─── Supplied material

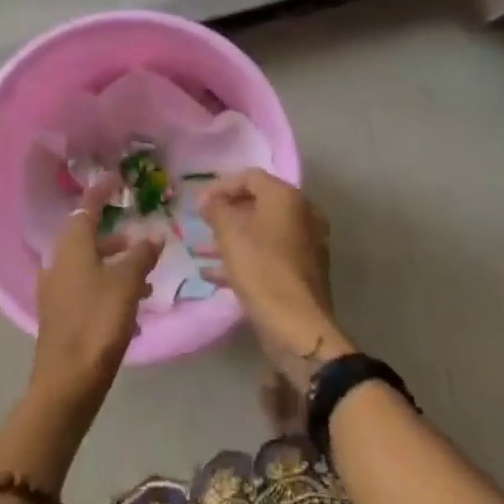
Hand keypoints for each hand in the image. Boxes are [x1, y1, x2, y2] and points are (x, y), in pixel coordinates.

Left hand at [29, 178, 162, 415]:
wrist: (67, 383)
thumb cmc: (97, 323)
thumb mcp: (126, 284)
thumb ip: (141, 255)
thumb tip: (153, 235)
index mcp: (71, 249)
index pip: (86, 208)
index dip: (101, 192)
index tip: (116, 178)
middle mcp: (59, 264)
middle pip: (86, 237)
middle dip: (114, 234)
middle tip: (139, 232)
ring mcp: (57, 291)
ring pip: (89, 264)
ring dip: (115, 263)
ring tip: (146, 273)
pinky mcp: (61, 315)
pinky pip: (88, 287)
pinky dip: (109, 285)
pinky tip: (132, 303)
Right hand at [195, 170, 351, 389]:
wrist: (298, 327)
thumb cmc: (262, 270)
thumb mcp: (230, 235)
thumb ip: (216, 210)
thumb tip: (208, 200)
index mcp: (287, 198)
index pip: (250, 177)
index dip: (220, 186)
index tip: (198, 203)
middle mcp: (302, 214)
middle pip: (258, 203)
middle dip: (226, 212)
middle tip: (201, 223)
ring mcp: (305, 244)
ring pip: (262, 231)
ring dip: (232, 237)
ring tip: (202, 248)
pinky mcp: (302, 271)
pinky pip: (268, 254)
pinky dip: (244, 257)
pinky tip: (213, 274)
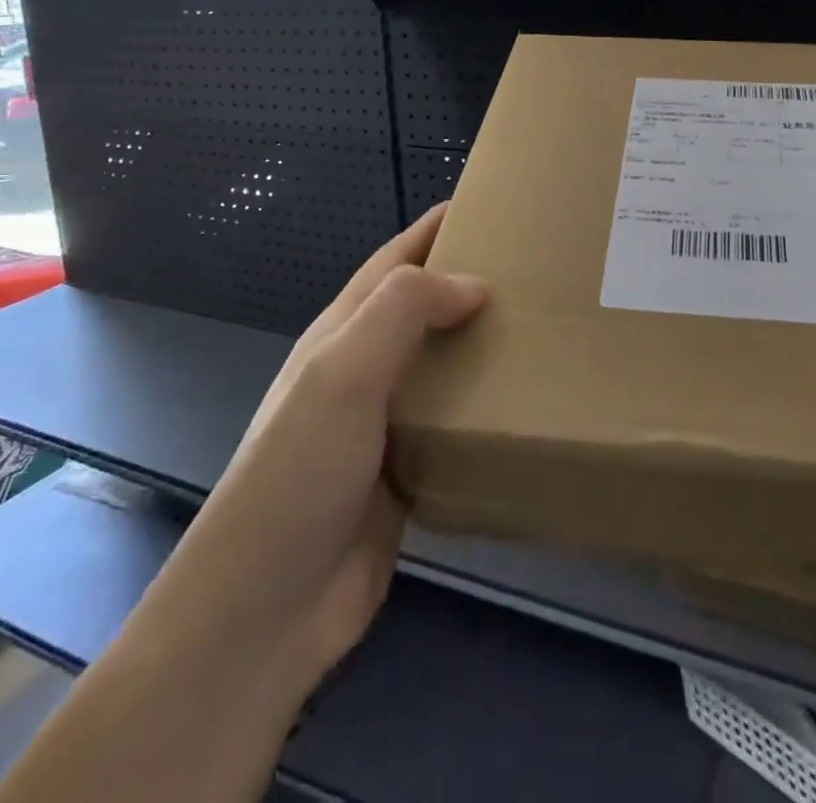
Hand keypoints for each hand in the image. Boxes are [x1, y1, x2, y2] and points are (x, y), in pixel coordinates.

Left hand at [0, 207, 485, 802]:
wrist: (267, 610)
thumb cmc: (299, 473)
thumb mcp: (344, 374)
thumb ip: (404, 312)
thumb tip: (477, 284)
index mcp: (343, 334)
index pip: (394, 261)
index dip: (436, 229)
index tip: (494, 205)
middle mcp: (365, 371)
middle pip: (425, 309)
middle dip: (473, 281)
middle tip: (541, 269)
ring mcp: (385, 425)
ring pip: (445, 365)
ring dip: (486, 344)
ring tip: (547, 327)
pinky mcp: (409, 472)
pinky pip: (456, 423)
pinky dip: (488, 405)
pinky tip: (528, 401)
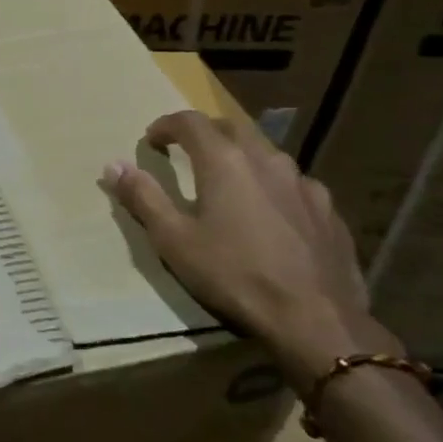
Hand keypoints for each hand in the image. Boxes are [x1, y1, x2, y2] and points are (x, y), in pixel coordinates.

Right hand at [103, 110, 401, 394]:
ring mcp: (304, 184)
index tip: (151, 139)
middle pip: (232, 128)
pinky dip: (272, 186)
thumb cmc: (234, 275)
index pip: (191, 122)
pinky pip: (294, 184)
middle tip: (186, 151)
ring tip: (228, 181)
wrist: (316, 319)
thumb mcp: (174, 240)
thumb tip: (114, 166)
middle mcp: (267, 161)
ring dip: (241, 157)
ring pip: (267, 155)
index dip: (166, 125)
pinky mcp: (328, 211)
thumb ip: (143, 197)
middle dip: (205, 133)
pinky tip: (270, 212)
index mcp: (225, 162)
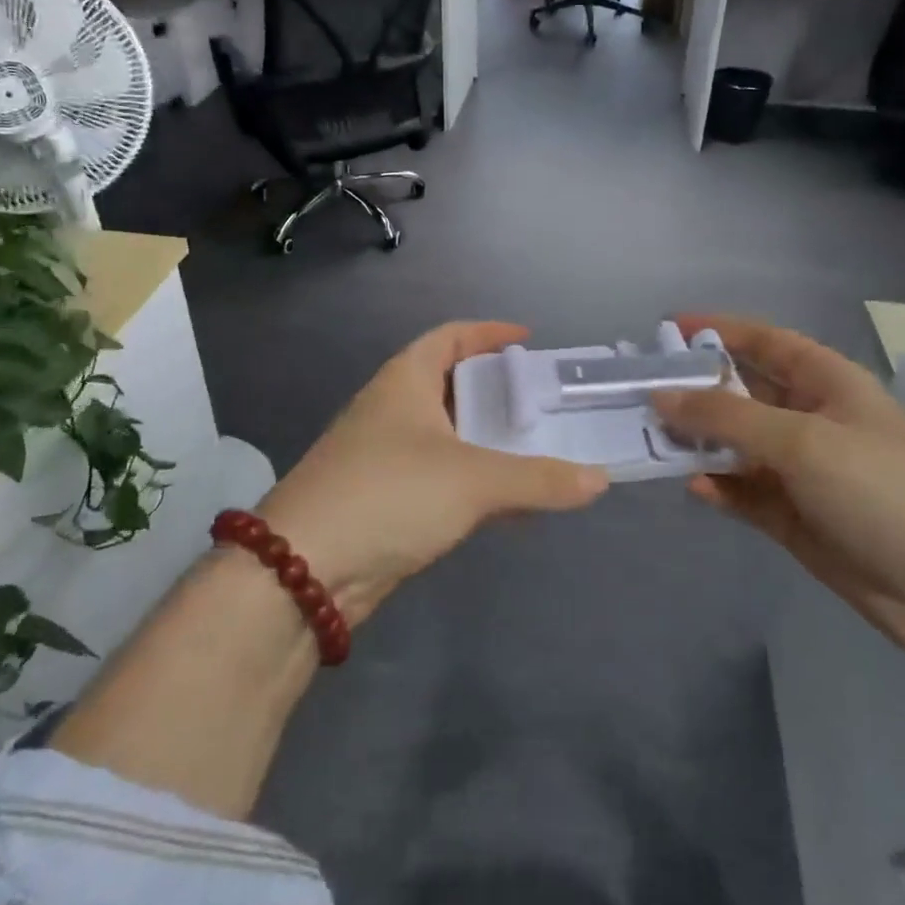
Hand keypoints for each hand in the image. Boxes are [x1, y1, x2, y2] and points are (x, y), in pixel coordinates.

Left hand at [255, 321, 608, 627]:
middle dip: (496, 391)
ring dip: (487, 441)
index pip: (450, 337)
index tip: (529, 341)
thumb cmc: (390, 493)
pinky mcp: (383, 500)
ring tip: (536, 449)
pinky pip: (440, 477)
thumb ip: (539, 480)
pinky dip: (474, 482)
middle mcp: (391, 409)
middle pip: (451, 385)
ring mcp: (383, 456)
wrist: (304, 570)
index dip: (489, 333)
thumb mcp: (473, 481)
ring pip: (447, 436)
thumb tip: (600, 480)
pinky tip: (508, 504)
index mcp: (405, 381)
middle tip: (543, 402)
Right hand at [653, 313, 904, 658]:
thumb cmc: (885, 492)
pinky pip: (744, 490)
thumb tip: (661, 396)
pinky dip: (719, 486)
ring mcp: (804, 471)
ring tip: (652, 439)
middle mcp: (813, 419)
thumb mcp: (803, 441)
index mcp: (829, 383)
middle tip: (641, 390)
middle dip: (697, 389)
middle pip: (744, 392)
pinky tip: (694, 487)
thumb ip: (726, 417)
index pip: (766, 342)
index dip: (720, 330)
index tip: (667, 329)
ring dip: (699, 441)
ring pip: (737, 444)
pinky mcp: (795, 517)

──────

- Try it:
Up to and including the line that holds "middle pip: (258, 203)", restate word for word each line of the records from their start, and only those lines, leaving out the pictures.

- Exercise solution:
Hand keypoints for each hand in the image. Boxes are [x1, y1, x2, y2] and points are (x, y), in pixel coordinates.

Left hand at [29, 178, 162, 415]:
wrist: (67, 383)
thumb cmc: (97, 323)
thumb mcp: (126, 284)
thumb ip: (141, 255)
thumb tip: (153, 235)
index mcp: (71, 249)
index pip: (86, 208)
index dip: (101, 192)
index tip: (116, 178)
middle mcp: (59, 264)
middle pip: (86, 237)
middle dip: (114, 234)
middle tip: (139, 232)
ring mcp: (57, 291)
ring pip: (89, 264)
ring dip: (115, 263)
ring tip: (146, 273)
pinky mcp: (61, 315)
pinky pip: (88, 287)
pinky dip: (109, 285)
pinky tip: (132, 303)
Right hand at [195, 170, 351, 389]:
wrist: (298, 327)
thumb cmc: (262, 270)
thumb mcp: (230, 235)
thumb ip: (216, 210)
thumb tip: (208, 200)
index mcp: (287, 198)
index pip: (250, 177)
index dip: (220, 186)
index tip: (198, 203)
middle mcp: (302, 214)
middle pip: (258, 203)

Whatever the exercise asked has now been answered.